DEV Community

kanta13jp1
kanta13jp1

Posted on

How a Japanese Encoding Bug Caused a 36-Minute Infinite Loop in Our Horse Racing Scraper

How a Japanese Encoding Bug Caused a 36-Minute Infinite Loop in Our Horse Racing Scraper

TL;DR

  • Japanese regional horse racing (NAR) websites use EUC-JP encoding
  • Decoding as UTF-8 injects U+FFFD (replacement characters) into race names
  • Our "garbled data cleanup" logic deleted those records every hour → EUC-JP re-registration → 535 horses' prev_history_fetched flag reset → 17 min history fetch loop
  • Found and fixed 3 layered root causes → 36 minutes → 3 minutes (92% reduction)

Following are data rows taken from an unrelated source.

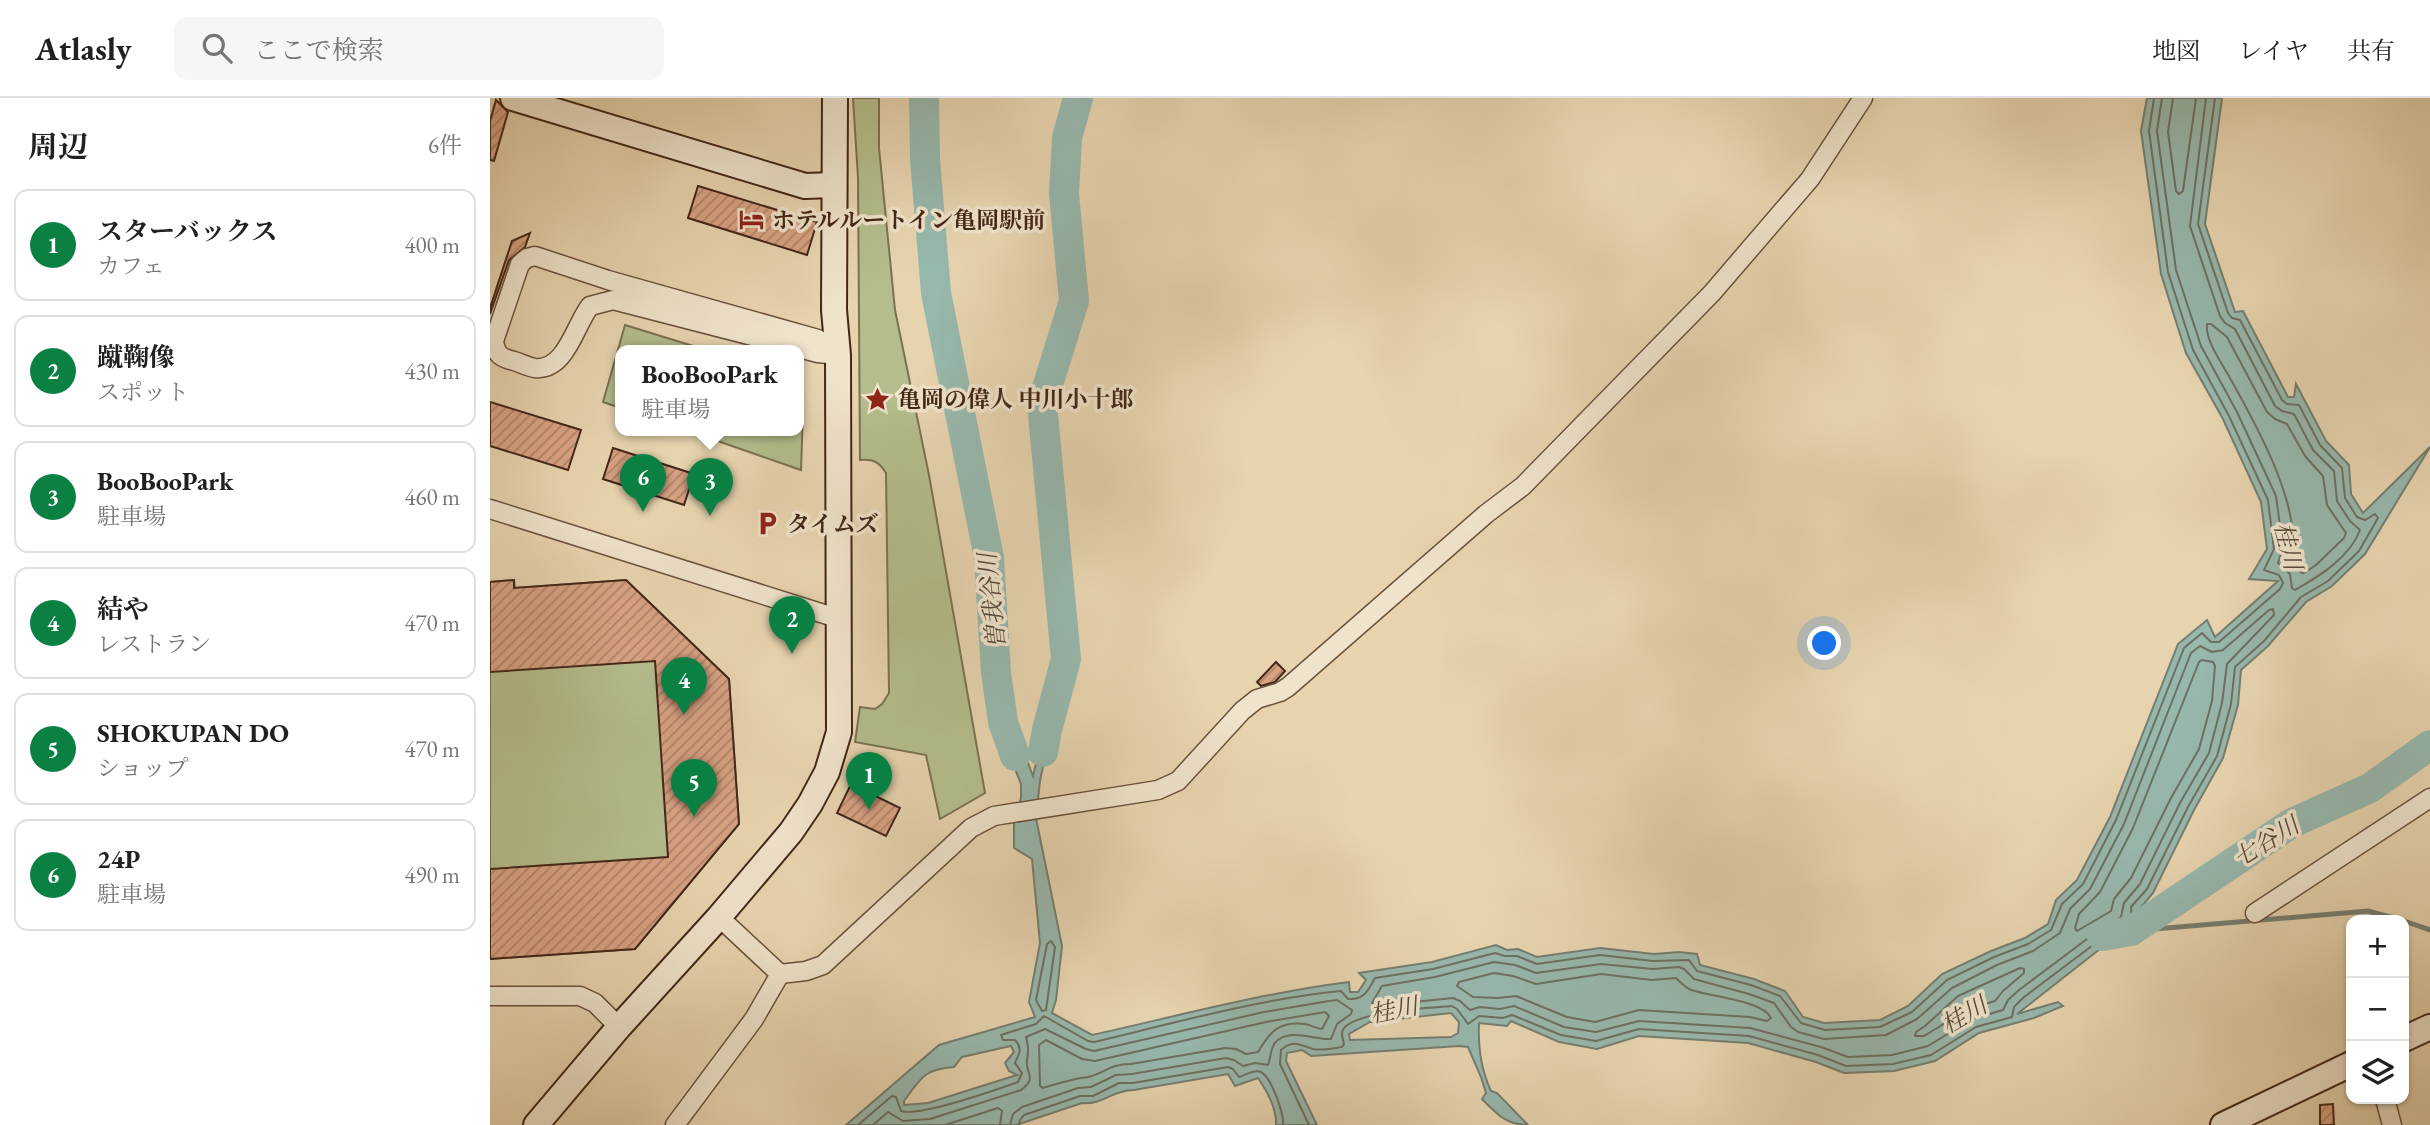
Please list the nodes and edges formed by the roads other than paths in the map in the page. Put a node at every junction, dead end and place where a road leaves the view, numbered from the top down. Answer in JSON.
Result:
{"nodes":[{"id":1,"x":513,"y":98,"type":"edge"},
{"id":2,"x":835,"y":98,"type":"edge"},
{"id":3,"x":1863,"y":98,"type":"edge"},
{"id":4,"x":834,"y":186,"type":"junction"},
{"id":5,"x":785,"y":345,"type":"edge"},
{"id":6,"x":804,"y":350,"type":"edge"},
{"id":7,"x":838,"y":355,"type":"junction"},
{"id":8,"x":490,"y":509,"type":"edge"},
{"id":9,"x":840,"y":619,"type":"junction"},
{"id":10,"x":2430,"y":797,"type":"edge"},
{"id":11,"x":2255,"y":912,"type":"dead end"},
{"id":12,"x":719,"y":917,"type":"junction"},
{"id":13,"x":780,"y":974,"type":"junction"},
{"id":14,"x":490,"y":996,"type":"edge"},
{"id":15,"x":619,"y":1027,"type":"junction"},
{"id":16,"x":2430,"y":1027,"type":"edge"},
{"id":17,"x":2409,"y":1037,"type":"edge"},
{"id":18,"x":2346,"y":1066,"type":"edge"},
{"id":19,"x":2386,"y":1104,"type":"edge"},
{"id":20,"x":536,"y":1125,"type":"edge"},
{"id":21,"x":675,"y":1125,"type":"edge"},
{"id":22,"x":2223,"y":1125,"type":"edge"},
{"id":23,"x":2392,"y":1125,"type":"edge"}],
"edges":[{"from":1,"to":4,"type":"street"},
{"from":2,"to":4,"type":"street"},
{"from":3,"to":13,"type":"street"},
{"from":4,"to":7,"type":"street"},
{"from":5,"to":7,"type":"street"},
{"from":6,"to":7,"type":"street"},
{"from":7,"to":9,"type":"street"},
{"from":8,"to":9,"type":"street"},
{"from":9,"to":12,"type":"street"},
{"from":10,"to":11,"type":"street"},
{"from":12,"to":13,"type":"street"},
{"from":12,"to":15,"type":"street"},
{"from":13,"to":21,"type":"street"},
{"from":14,"to":15,"type":"street"},
{"from":15,"to":20,"type":"street"},
{"from":16,"to":17,"type":"street"},
{"from":18,"to":22,"type":"street"},
{"from":19,"to":23,"type":"street"}]}
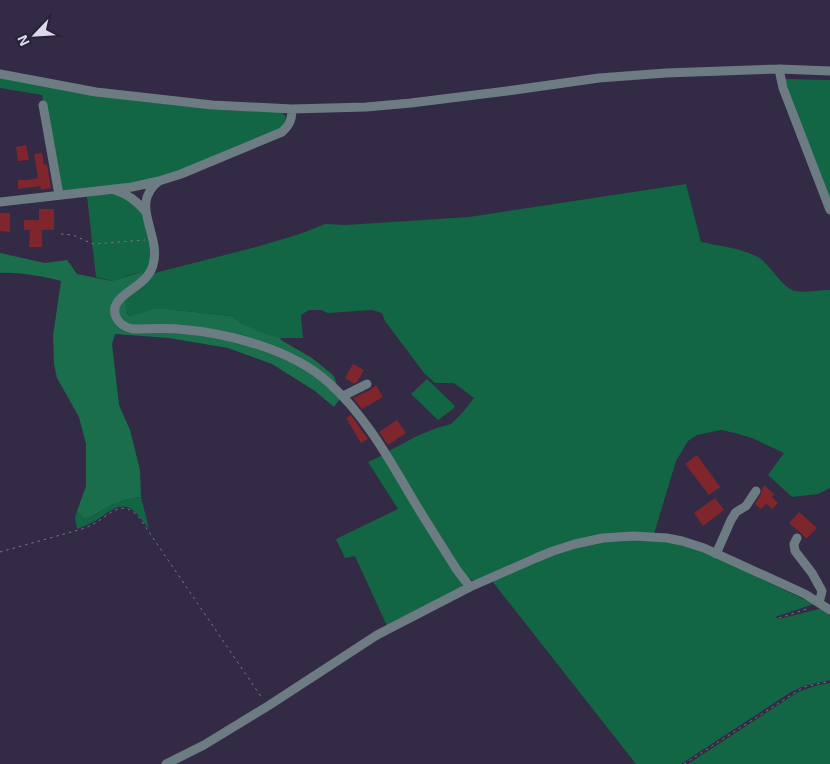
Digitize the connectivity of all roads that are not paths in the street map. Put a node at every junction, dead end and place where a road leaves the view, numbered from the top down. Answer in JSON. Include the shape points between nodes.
{"nodes":[{"id":1,"x":779,"y":69,"type":"junction"},
{"id":2,"x":830,"y":71,"type":"edge"},
{"id":3,"x":0,"y":74,"type":"edge"},
{"id":4,"x":43,"y":105,"type":"dead end"},
{"id":5,"x":292,"y":109,"type":"junction"},
{"id":6,"x":159,"y":181,"type":"junction"},
{"id":7,"x":112,"y":190,"type":"junction"},
{"id":8,"x":61,"y":195,"type":"junction"},
{"id":9,"x":0,"y":202,"type":"edge"},
{"id":10,"x":830,"y":210,"type":"edge"},
{"id":11,"x":145,"y":211,"type":"junction"},
{"id":12,"x":367,"y":384,"type":"dead end"},
{"id":13,"x":342,"y":396,"type":"junction"},
{"id":14,"x":756,"y":491,"type":"dead end"},
{"id":15,"x":797,"y":538,"type":"dead end"},
{"id":16,"x":716,"y":554,"type":"junction"},
{"id":17,"x":470,"y":587,"type":"junction"},
{"id":18,"x":819,"y":603,"type":"junction"},
{"id":19,"x":830,"y":610,"type":"edge"},
{"id":20,"x":166,"y":764,"type":"edge"}],
"edges":[{"from":1,"to":2,"type":"street"},
{"from":1,"to":5,"type":"street","via":[[599,78],[411,103]]},
{"from":1,"to":10,"type":"street","via":[[783,88]]},
{"from":3,"to":5,"type":"street","via":[[96,92],[212,105]]},
{"from":4,"to":8,"type":"street"},
{"from":5,"to":6,"type":"street","via":[[291,122],[282,132]]},
{"from":6,"to":7,"type":"street"},
{"from":6,"to":11,"type":"street","via":[[148,195]]},
{"from":7,"to":8,"type":"street"},
{"from":7,"to":11,"type":"street","via":[[127,195]]},
{"from":8,"to":9,"type":"street"},
{"from":11,"to":13,"type":"street","via":[[154,257],[150,272],[116,305],[116,318],[122,325],[133,329],[195,331],[248,342],[308,368]]},
{"from":12,"to":13,"type":"street"},
{"from":13,"to":17,"type":"street","via":[[378,441]]},
{"from":14,"to":16,"type":"street","via":[[746,506],[736,512]]},
{"from":15,"to":18,"type":"street","via":[[795,551],[822,590]]},
{"from":16,"to":17,"type":"street","via":[[691,543],[667,538],[603,538],[553,551]]},
{"from":16,"to":18,"type":"street"},
{"from":17,"to":20,"type":"street","via":[[377,635],[268,706]]},
{"from":18,"to":19,"type":"street"}]}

Background: Our Horse Racing Data Pipeline

自分株式会社 uses a GitHub Actions workflow running hourly to fetch JRA (Japan Racing Association) and NAR (National Association of Racing) entry data, then generate AI predictions.

horse-racing-update.yml (hourly cron)
  ↓
scripts/fetch_horse_racing.py
  ├── fetch_entries()        # scrape race entries → DB
  ├── fetch_horse_histories() # fetch horse past records
  └── generate_predictions() # AI prediction per race
Enter fullscreen mode Exit fullscreen mode

At some point, this workflow started taking over 36 minutes every hour. Here's the 3-layer root cause chain we found.


Root Cause Chain: 3 Independent Bugs

Bug #1: Missing prev_history_fetched Flag (Fixed in Sessions 1-2)

fetch_horse_histories() makes one HTTP request per horse to netkeiba.com. Without a flag to track 404 errors (retired/deregistered horses), every hourly run would retry all 1,000+ failed horses.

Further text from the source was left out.